Tax issues

Cost Segregation Helps Property Owners Maximize Depreciation Deductions

While most property owners are aware of depreciation benefits, few take full advantage of them. It is rare that a building's entire cost is depreciated over the 39-year or 27.5-year life assigned to real property, but when owners classify a building's entire purchase price or construction cost as such, they overlook the benefits of the Internal Revenue Service's depreciation system. Certain items included in a building's cost are in fact considered personal property and qualify for a shorter depreciable life.

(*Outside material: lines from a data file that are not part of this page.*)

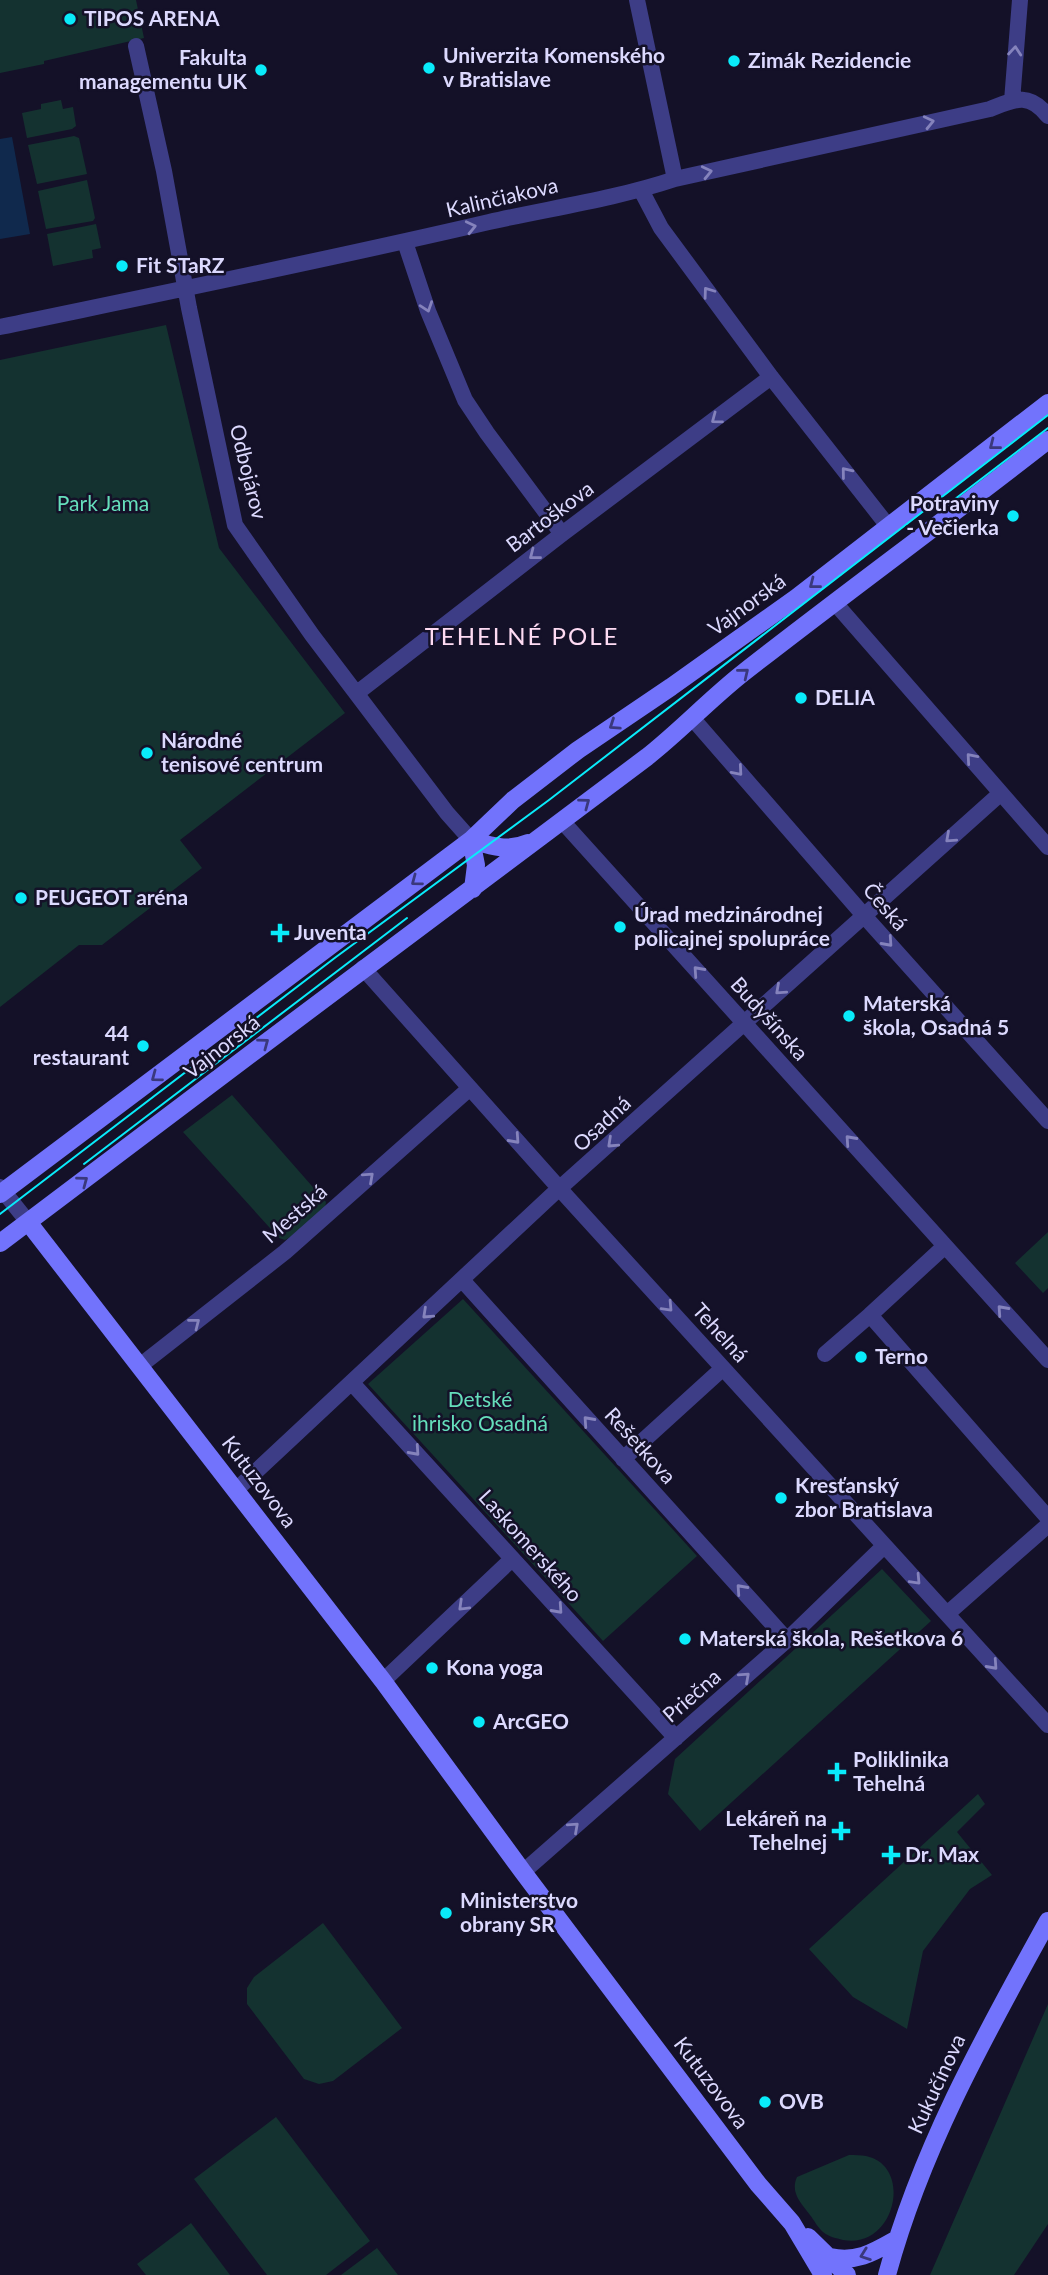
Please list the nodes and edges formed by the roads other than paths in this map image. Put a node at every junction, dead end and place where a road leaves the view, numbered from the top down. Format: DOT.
graph roads {
  1 [pos="637,0"];
  2 [pos="1020,0"];
  3 [pos="136,46"];
  4 [pos="1012,101"];
  5 [pos="1048,116"];
  6 [pos="675,179"];
  7 [pos="641,190"];
  8 [pos="405,242"];
  9 [pos="186,288"];
  10 [pos="0,327"];
  11 [pos="771,377"];
  12 [pos="1048,403"];
  13 [pos="1048,440"];
  14 [pos="888,526"];
  15 [pos="562,534"];
  16 [pos="835,603"];
  17 [pos="357,693"];
  18 [pos="693,719"];
  19 [pos="1001,793"];
  20 [pos="562,821"];
  21 [pos="541,837"];
  22 [pos="471,840"];
  23 [pos="1048,847"];
  24 [pos="472,889"];
  25 [pos="863,915"];
  26 [pos="363,968"];
  27 [pos="744,1022"];
  28 [pos="470,1088"];
  29 [pos="1048,1121"];
  30 [pos="560,1189"];
  31 [pos="1,1191"];
  32 [pos="28,1222"];
  33 [pos="0,1243"];
  34 [pos="945,1246"];
  35 [pos="463,1281"];
  36 [pos="870,1315"];
  37 [pos="825,1354"];
  38 [pos="1048,1360"];
  39 [pos="141,1365"];
  40 [pos="722,1368"];
  41 [pos="352,1383"];
  42 [pos="623,1459"];
  43 [pos="236,1490"];
  44 [pos="1048,1518"];
  45 [pos="1048,1525"];
  46 [pos="884,1546"];
  47 [pos="512,1559"];
  48 [pos="947,1614"];
  49 [pos="787,1640"];
  50 [pos="383,1681"];
  51 [pos="1048,1725"];
  52 [pos="676,1738"];
  53 [pos="523,1872"];
  54 [pos="1048,1921"];
  55 [pos="792,2223"];
  56 [pos="897,2239"];
  57 [pos="830,2257"];
  58 [pos="823,2275"];
  59 [pos="847,2275"];
  60 [pos="887,2275"];
  1 -- 6 [label="street"];
  4 -- 2 [label="street, one-way"];
  3 -- 9 [label="street, Odbojárov"];
  4 -- 5 [label="street"];
  6 -- 4 [label="street, Kalinčiakova, one-way"];
  6 -- 7 [label="street, Kalinčiakova"];
  8 -- 7 [label="street, Kalinčiakova, one-way"];
  11 -- 7 [label="street, one-way"];
  8 -- 9 [label="street, Kalinčiakova"];
  8 -- 15 [label="street, one-way"];
  9 -- 10 [label="street, Kalinčiakova"];
  9 -- 17 [label="street, Odbojárov"];
  14 -- 11 [label="street, one-way"];
  11 -- 15 [label="street, Bartoškova, one-way"];
  12 -- 14 [label="main road, Vajnorská, one-way"];
  13 -- 16 [label="main road, Vajnorská"];
  14 -- 22 [label="main road, Vajnorská, one-way"];
  15 -- 17 [label="street, Bartoškova, one-way"];
  18 -- 16 [label="main road, Vajnorská, one-way"];
  19 -- 16 [label="street, one-way"];
  17 -- 22 [label="street, Odbojárov"];
  20 -- 18 [label="main road, Vajnorská, one-way"];
  18 -- 25 [label="street, Česká, one-way"];
  19 -- 23 [label="street"];
  19 -- 25 [label="street, Osadná, one-way"];
  20 -- 21 [label="main road, Vajnorská"];
  27 -- 20 [label="street, Budyšínska, one-way"];
  21 -- 22 [label="main road, Vajnorská"];
  21 -- 24 [label="main road, Vajnorská"];
  22 -- 24 [label="main road"];
  22 -- 31 [label="main road, Vajnorská, one-way"];
  24 -- 26 [label="main road, Vajnorská"];
  25 -- 27 [label="street, Osadná, one-way"];
  25 -- 29 [label="street, Česká, one-way"];
  26 -- 28 [label="street, Tehelná"];
  32 -- 26 [label="main road, Vajnorská, one-way"];
  27 -- 30 [label="street, Osadná, one-way"];
  34 -- 27 [label="street, Budyšínska, one-way"];
  28 -- 30 [label="street, Tehelná, one-way"];
  39 -- 28 [label="street, Mestská, one-way"];
  30 -- 35 [label="street, Osadná"];
  30 -- 40 [label="street, Tehelná, one-way"];
  31 -- 32 [label="street, Kutuzovova"];
  32 -- 33 [label="main road, Vajnorská"];
  32 -- 39 [label="main road, Kutuzovova"];
  34 -- 36 [label="street"];
  38 -- 34 [label="street, Budyšínska, one-way"];
  35 -- 41 [label="street, Osadná, one-way"];
  42 -- 35 [label="street, Rešetkova, one-way"];
  36 -- 37 [label="street"];
  36 -- 44 [label="street"];
  39 -- 43 [label="main road, Kutuzovova"];
  40 -- 42 [label="street"];
  40 -- 46 [label="street, Tehelná"];
  41 -- 43 [label="street, Osadná"];
  41 -- 47 [label="street, Laskomerského, one-way"];
  49 -- 42 [label="street, Rešetkova, one-way"];
  43 -- 50 [label="main road, Kutuzovova"];
  45 -- 48 [label="street"];
  46 -- 48 [label="street, Tehelná, one-way"];
  46 -- 49 [label="street, Priečna"];
  47 -- 50 [label="street, one-way"];
  47 -- 52 [label="street, Laskomerského, one-way"];
  48 -- 51 [label="street, Tehelná, one-way"];
  52 -- 49 [label="street, Priečna, one-way"];
  50 -- 53 [label="main road, Kutuzovova"];
  53 -- 52 [label="street, Priečna, one-way"];
  53 -- 55 [label="main road, Kutuzovova"];
  54 -- 56 [label="main road, Kukučínova"];
  55 -- 57 [label="main road"];
  55 -- 58 [label="main road, Kutuzovova"];
  56 -- 57 [label="main road, one-way"];
  56 -- 60 [label="main road, Kukučínova"];
  57 -- 59 [label="main road"];
}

Property owners can realize a significant tax benefit by correctly identifying personal property and land improvements that are included in a building's cost. For example, assuming a 35 percent tax bracket and an 8 percent discount rate, the net present value benefit is approximately $181,000 for every $1 million dollars of property reclassified from a 39-year to a five-year depreciable asset; approximately $165,000 for property reclassified as a seven-year asset; and approximately $100,000 for property reclassified as a 15-year asset.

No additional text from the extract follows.